- PROVIDED RECORDS:
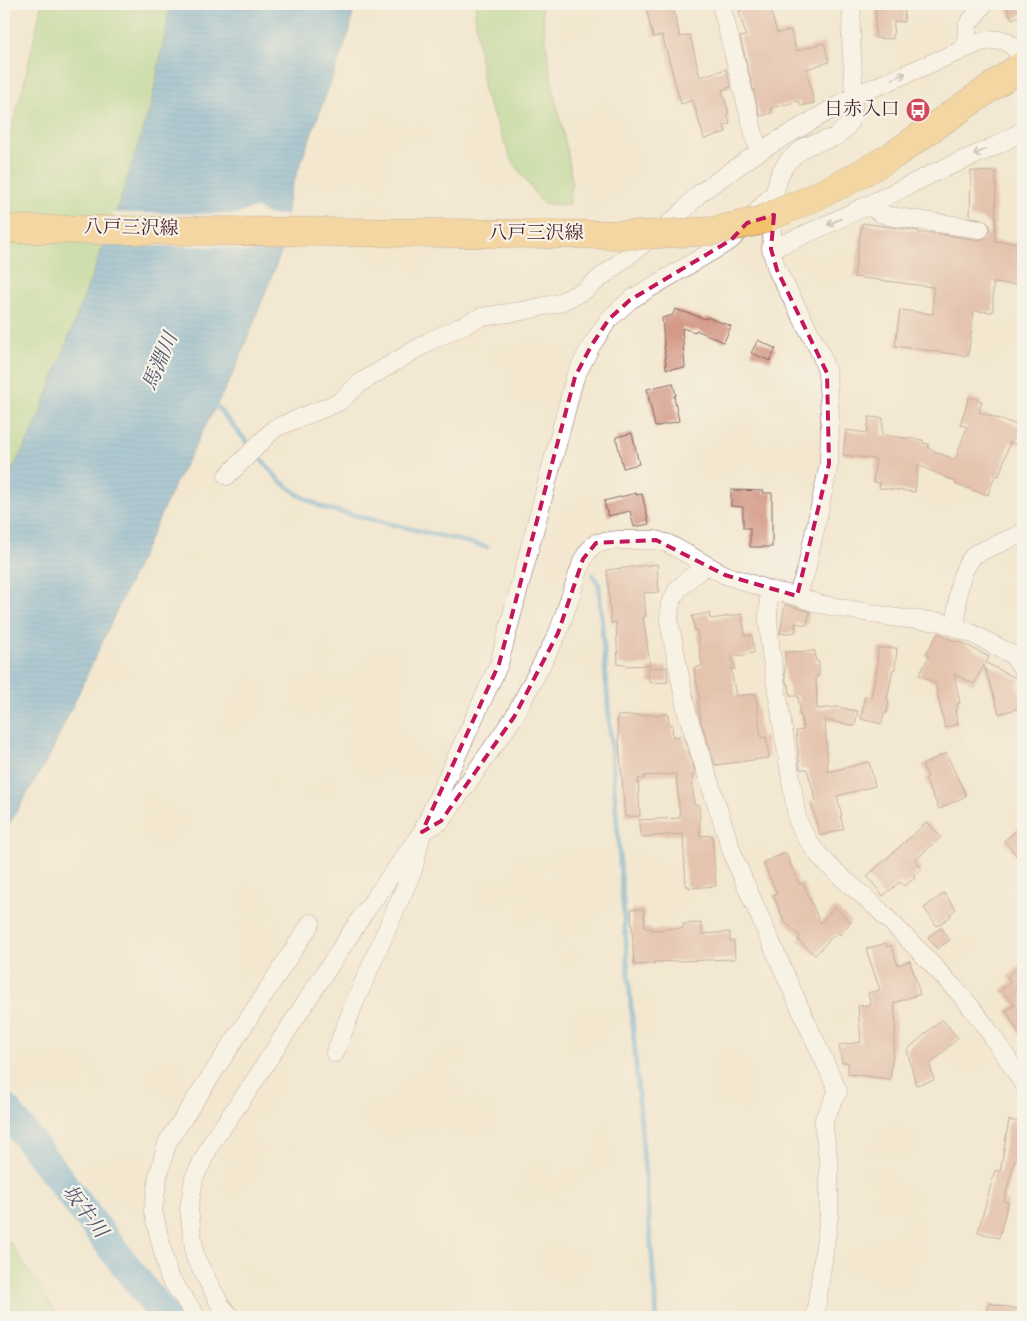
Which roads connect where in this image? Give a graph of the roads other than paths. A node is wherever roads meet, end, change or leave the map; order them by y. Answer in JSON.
{"nodes":[{"id":1,"x":721,"y":4,"type":"edge"},
{"id":2,"x":852,"y":4,"type":"edge"},
{"id":3,"x":984,"y":4,"type":"edge"},
{"id":4,"x":965,"y":48,"type":"junction"},
{"id":5,"x":1023,"y":59,"type":"edge"},
{"id":6,"x":1023,"y":66,"type":"edge"},
{"id":7,"x":854,"y":96,"type":"junction"},
{"id":8,"x":1023,"y":130,"type":"edge"},
{"id":9,"x":760,"y":151,"type":"junction"},
{"id":10,"x":776,"y":192,"type":"junction"},
{"id":11,"x":869,"y":205,"type":"junction"},
{"id":12,"x":4,"y":229,"type":"edge"},
{"id":13,"x":980,"y":229,"type":"dead end"},
{"id":14,"x":771,"y":248,"type":"junction"},
{"id":15,"x":227,"y":476,"type":"dead end"},
{"id":16,"x":1023,"y":533,"type":"edge"},
{"id":17,"x":707,"y":565,"type":"junction"},
{"id":18,"x":769,"y":590,"type":"junction"},
{"id":19,"x":797,"y":596,"type":"junction"},
{"id":20,"x":956,"y":628,"type":"junction"},
{"id":21,"x":1023,"y":669,"type":"edge"},
{"id":22,"x":422,"y":832,"type":"junction"},
{"id":23,"x":311,"y":923,"type":"dead end"},
{"id":24,"x":334,"y":1053,"type":"dead end"},
{"id":25,"x":1023,"y":1083,"type":"edge"},
{"id":26,"x":198,"y":1317,"type":"edge"},
{"id":27,"x":231,"y":1317,"type":"edge"},
{"id":28,"x":815,"y":1317,"type":"edge"}],
"edges":[{"from":1,"to":9,"type":"street"},
{"from":2,"to":7,"type":"street"},
{"from":3,"to":4,"type":"street"},
{"from":4,"to":5,"type":"street"},
{"from":7,"to":4,"type":"street","one_way":true},
{"from":6,"to":12,"type":"main road","name":"八戸三沢線","bridge":true},
{"from":7,"to":9,"type":"street"},
{"from":7,"to":10,"type":"street"},
{"from":8,"to":11,"type":"street","one_way":true},
{"from":9,"to":15,"type":"street"},
{"from":10,"to":14,"type":"street"},
{"from":10,"to":22,"type":"street"},
{"from":11,"to":13,"type":"street"},
{"from":11,"to":14,"type":"street","one_way":true},
{"from":14,"to":19,"type":"street"},
{"from":16,"to":20,"type":"street"},
{"from":17,"to":18,"type":"street"},
{"from":17,"to":22,"type":"street"},
{"from":17,"to":28,"type":"street"},
{"from":18,"to":19,"type":"street"},
{"from":18,"to":25,"type":"street"},
{"from":19,"to":20,"type":"street"},
{"from":20,"to":21,"type":"street"},
{"from":22,"to":24,"type":"street"},
{"from":22,"to":27,"type":"street"},
{"from":23,"to":26,"type":"street"}]}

- TASK ITEM:
Your answer must be the full listing, word for word, minus any images.

- ANSWER TO THE PROBLEM:
Which roads connect where in this image? Give a graph of the roads other than paths. A node is wherever roads meet, end, change or leave the map; order them by y. Answer in JSON.
{"nodes":[{"id":1,"x":721,"y":4,"type":"edge"},
{"id":2,"x":852,"y":4,"type":"edge"},
{"id":3,"x":984,"y":4,"type":"edge"},
{"id":4,"x":965,"y":48,"type":"junction"},
{"id":5,"x":1023,"y":59,"type":"edge"},
{"id":6,"x":1023,"y":66,"type":"edge"},
{"id":7,"x":854,"y":96,"type":"junction"},
{"id":8,"x":1023,"y":130,"type":"edge"},
{"id":9,"x":760,"y":151,"type":"junction"},
{"id":10,"x":776,"y":192,"type":"junction"},
{"id":11,"x":869,"y":205,"type":"junction"},
{"id":12,"x":4,"y":229,"type":"edge"},
{"id":13,"x":980,"y":229,"type":"dead end"},
{"id":14,"x":771,"y":248,"type":"junction"},
{"id":15,"x":227,"y":476,"type":"dead end"},
{"id":16,"x":1023,"y":533,"type":"edge"},
{"id":17,"x":707,"y":565,"type":"junction"},
{"id":18,"x":769,"y":590,"type":"junction"},
{"id":19,"x":797,"y":596,"type":"junction"},
{"id":20,"x":956,"y":628,"type":"junction"},
{"id":21,"x":1023,"y":669,"type":"edge"},
{"id":22,"x":422,"y":832,"type":"junction"},
{"id":23,"x":311,"y":923,"type":"dead end"},
{"id":24,"x":334,"y":1053,"type":"dead end"},
{"id":25,"x":1023,"y":1083,"type":"edge"},
{"id":26,"x":198,"y":1317,"type":"edge"},
{"id":27,"x":231,"y":1317,"type":"edge"},
{"id":28,"x":815,"y":1317,"type":"edge"}],
"edges":[{"from":1,"to":9,"type":"street"},
{"from":2,"to":7,"type":"street"},
{"from":3,"to":4,"type":"street"},
{"from":4,"to":5,"type":"street"},
{"from":7,"to":4,"type":"street","one_way":true},
{"from":6,"to":12,"type":"main road","name":"八戸三沢線","bridge":true},
{"from":7,"to":9,"type":"street"},
{"from":7,"to":10,"type":"street"},
{"from":8,"to":11,"type":"street","one_way":true},
{"from":9,"to":15,"type":"street"},
{"from":10,"to":14,"type":"street"},
{"from":10,"to":22,"type":"street"},
{"from":11,"to":13,"type":"street"},
{"from":11,"to":14,"type":"street","one_way":true},
{"from":14,"to":19,"type":"street"},
{"from":16,"to":20,"type":"street"},
{"from":17,"to":18,"type":"street"},
{"from":17,"to":22,"type":"street"},
{"from":17,"to":28,"type":"street"},
{"from":18,"to":19,"type":"street"},
{"from":18,"to":25,"type":"street"},
{"from":19,"to":20,"type":"street"},
{"from":20,"to":21,"type":"street"},
{"from":22,"to":24,"type":"street"},
{"from":22,"to":27,"type":"street"},
{"from":23,"to":26,"type":"street"}]}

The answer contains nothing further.